* **WORK REQUEST**: Write out all the entries word for word and omit any pictures.

Dataset entries:
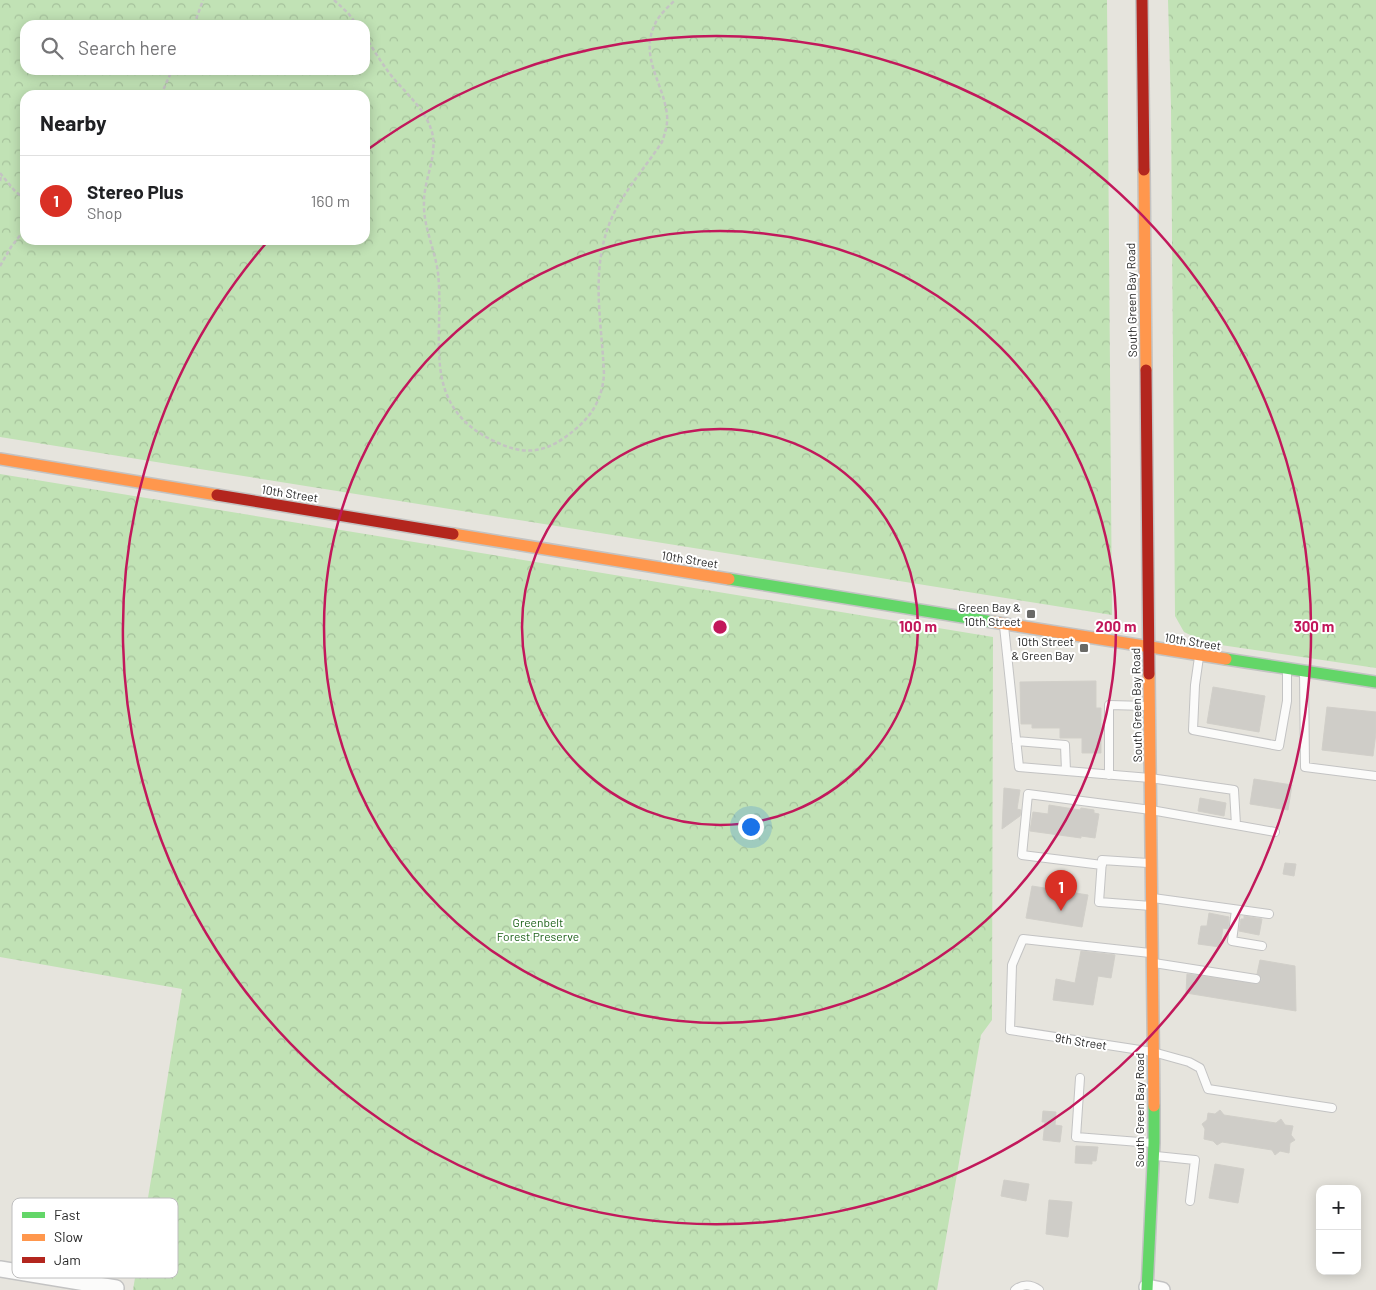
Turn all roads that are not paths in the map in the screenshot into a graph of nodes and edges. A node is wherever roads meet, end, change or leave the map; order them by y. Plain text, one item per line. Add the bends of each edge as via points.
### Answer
1 (1142, 0) edge
2 (0, 459) edge
3 (1004, 624) junction
4 (1149, 648) junction
5 (1199, 655) junction
6 (1287, 670) junction
7 (1304, 672) junction
8 (1376, 682) edge
9 (1149, 706) junction
10 (1016, 741) junction
11 (1066, 771) junction
12 (1109, 775) junction
13 (1376, 776) edge
14 (1150, 778) junction
15 (1150, 810) junction
16 (1236, 825) junction
17 (1275, 832) dead end
18 (1150, 863) junction
19 (1102, 865) junction
20 (1151, 902) junction
21 (1236, 910) junction
22 (1270, 914) dead end
23 (1262, 946) dead end
24 (1152, 958) junction
25 (1256, 979) dead end
26 (1153, 1052) junction
27 (1080, 1078) dead end
28 (1332, 1108) dead end
29 (1154, 1143) junction
30 (1154, 1156) junction
31 (1190, 1201) dead end
32 (55, 1278) edge
33 (116, 1288) dead end
34 (1147, 1289) edge
35 (1015, 1290) edge
36 (1039, 1290) edge
37 (1162, 1290) edge

1 - 4 street, South Green Bay Road
2 - 3 street, 10th Street
3 - 4 street, 10th Street
3 - 10 lane
4 - 5 street, 10th Street
4 - 9 street, South Green Bay Road
5 - 6 street, 10th Street
5 - 6 lane via 1193,730 1279,746 1287,701
6 - 7 street, 10th Street
7 - 8 street, 10th Street
7 - 13 lane via 1305,767
9 - 12 lane via 1109,706
9 - 14 street, South Green Bay Road
10 - 11 lane via 1019,767
10 - 11 lane via 1065,745
11 - 12 lane
12 - 14 lane
14 - 15 street, South Green Bay Road
14 - 16 lane via 1234,790
15 - 16 lane
15 - 18 street, South Green Bay Road
15 - 19 lane via 1028,794 1022,856
16 - 17 lane
18 - 19 lane via 1102,860
18 - 20 street, South Green Bay Road
19 - 20 lane via 1099,902
20 - 21 lane
20 - 24 street, South Green Bay Road
21 - 22 lane
21 - 23 lane via 1232,941
24 - 25 lane
24 - 26 street, South Green Bay Road
24 - 26 lane, 9th Street via 1023,939 1012,965 1010,1030
26 - 28 lane, 9th Street via 1200,1068 1208,1088
26 - 29 street, South Green Bay Road
27 - 29 lane via 1076,1137
29 - 30 street, South Green Bay Road
30 - 31 lane via 1195,1160
30 - 34 street, South Green Bay Road
32 - 33 street
34 - 37 street
35 - 36 lane via 1024,1286

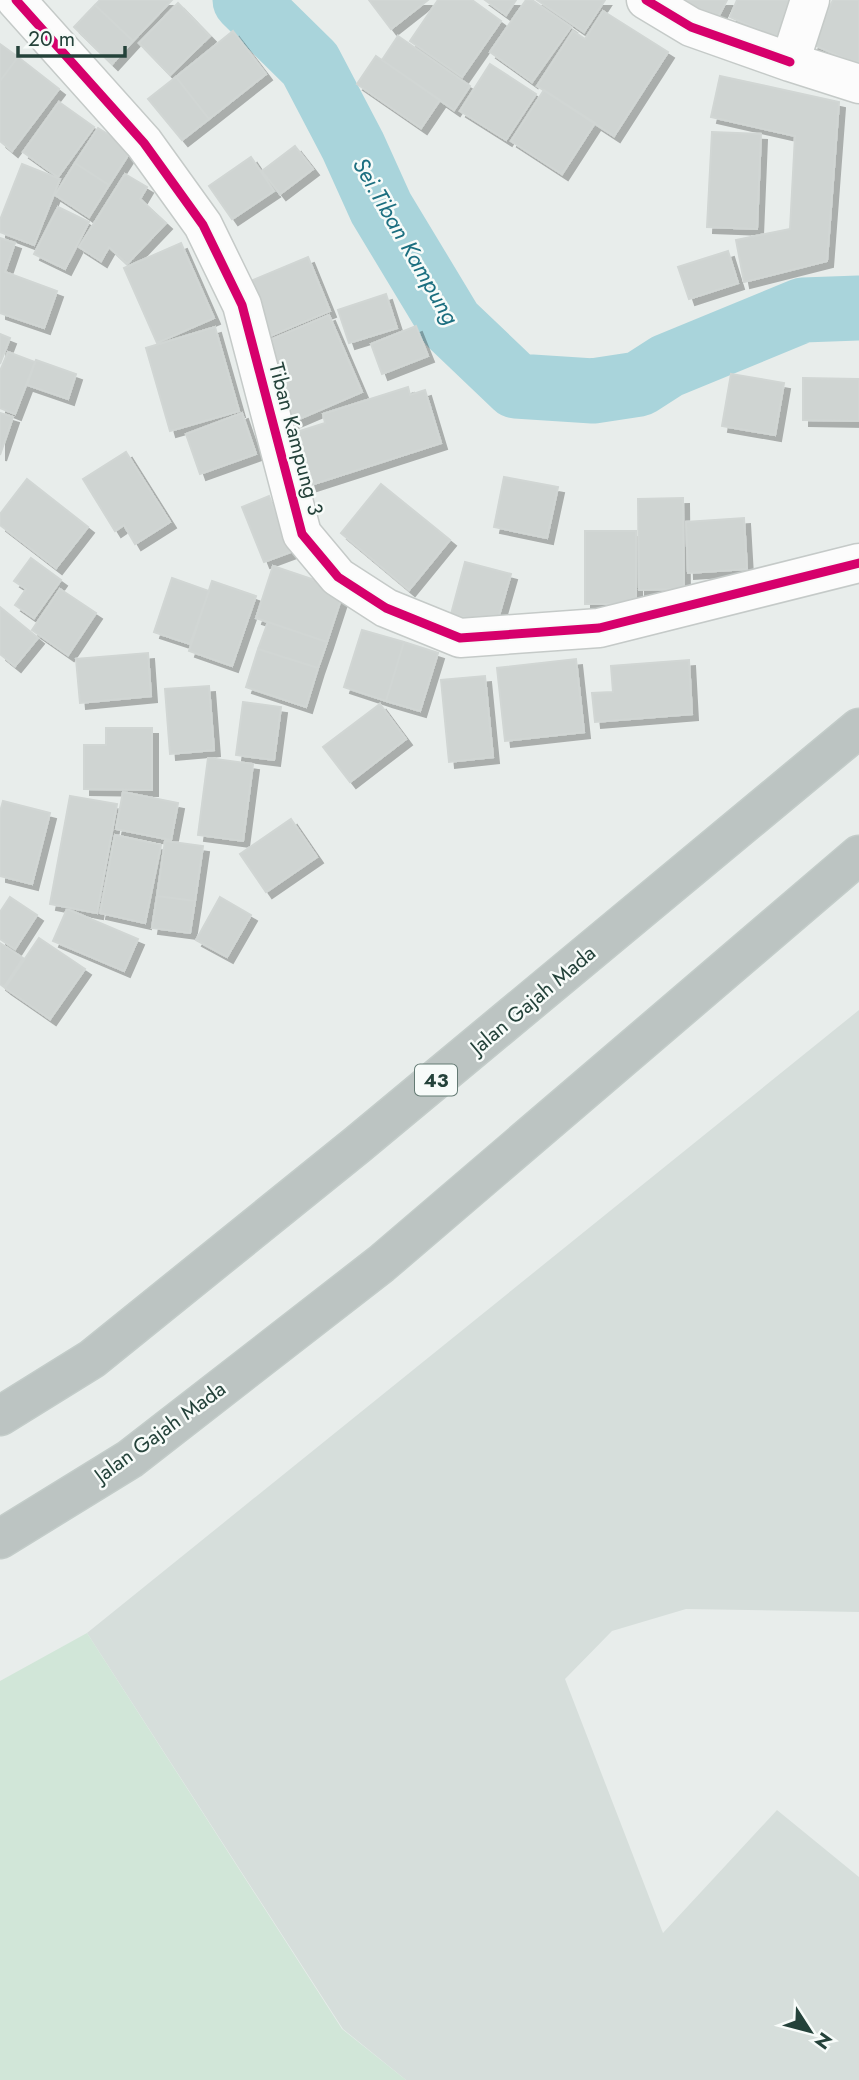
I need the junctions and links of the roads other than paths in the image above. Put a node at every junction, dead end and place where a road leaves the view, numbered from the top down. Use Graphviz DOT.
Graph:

* **EXPECTED OUTPUT**:
Turn all roads that are not paths in the map in the screenshot into a graph of nodes and edges. A node is wherever roads meet, end, change or leave the map; order them by y. Plain text, one item per line. Add the bends of each edge as via points.
### Answer
1 (1142, 0) edge
2 (0, 459) edge
3 (1004, 624) junction
4 (1149, 648) junction
5 (1199, 655) junction
6 (1287, 670) junction
7 (1304, 672) junction
8 (1376, 682) edge
9 (1149, 706) junction
10 (1016, 741) junction
11 (1066, 771) junction
12 (1109, 775) junction
13 (1376, 776) edge
14 (1150, 778) junction
15 (1150, 810) junction
16 (1236, 825) junction
17 (1275, 832) dead end
18 (1150, 863) junction
19 (1102, 865) junction
20 (1151, 902) junction
21 (1236, 910) junction
22 (1270, 914) dead end
23 (1262, 946) dead end
24 (1152, 958) junction
25 (1256, 979) dead end
26 (1153, 1052) junction
27 (1080, 1078) dead end
28 (1332, 1108) dead end
29 (1154, 1143) junction
30 (1154, 1156) junction
31 (1190, 1201) dead end
32 (55, 1278) edge
33 (116, 1288) dead end
34 (1147, 1289) edge
35 (1015, 1290) edge
36 (1039, 1290) edge
37 (1162, 1290) edge

1 - 4 street, South Green Bay Road
2 - 3 street, 10th Street
3 - 4 street, 10th Street
3 - 10 lane
4 - 5 street, 10th Street
4 - 9 street, South Green Bay Road
5 - 6 street, 10th Street
5 - 6 lane via 1193,730 1279,746 1287,701
6 - 7 street, 10th Street
7 - 8 street, 10th Street
7 - 13 lane via 1305,767
9 - 12 lane via 1109,706
9 - 14 street, South Green Bay Road
10 - 11 lane via 1019,767
10 - 11 lane via 1065,745
11 - 12 lane
12 - 14 lane
14 - 15 street, South Green Bay Road
14 - 16 lane via 1234,790
15 - 16 lane
15 - 18 street, South Green Bay Road
15 - 19 lane via 1028,794 1022,856
16 - 17 lane
18 - 19 lane via 1102,860
18 - 20 street, South Green Bay Road
19 - 20 lane via 1099,902
20 - 21 lane
20 - 24 street, South Green Bay Road
21 - 22 lane
21 - 23 lane via 1232,941
24 - 25 lane
24 - 26 street, South Green Bay Road
24 - 26 lane, 9th Street via 1023,939 1012,965 1010,1030
26 - 28 lane, 9th Street via 1200,1068 1208,1088
26 - 29 street, South Green Bay Road
27 - 29 lane via 1076,1137
29 - 30 street, South Green Bay Road
30 - 31 lane via 1195,1160
30 - 34 street, South Green Bay Road
32 - 33 street
34 - 37 street
35 - 36 lane via 1024,1286

I need the junctions and links of the roads other than paths in the image above. Put a node at every junction, dead end and place where a road leaves the view, numbered from the top down. Use Graphviz DOT.
Graph:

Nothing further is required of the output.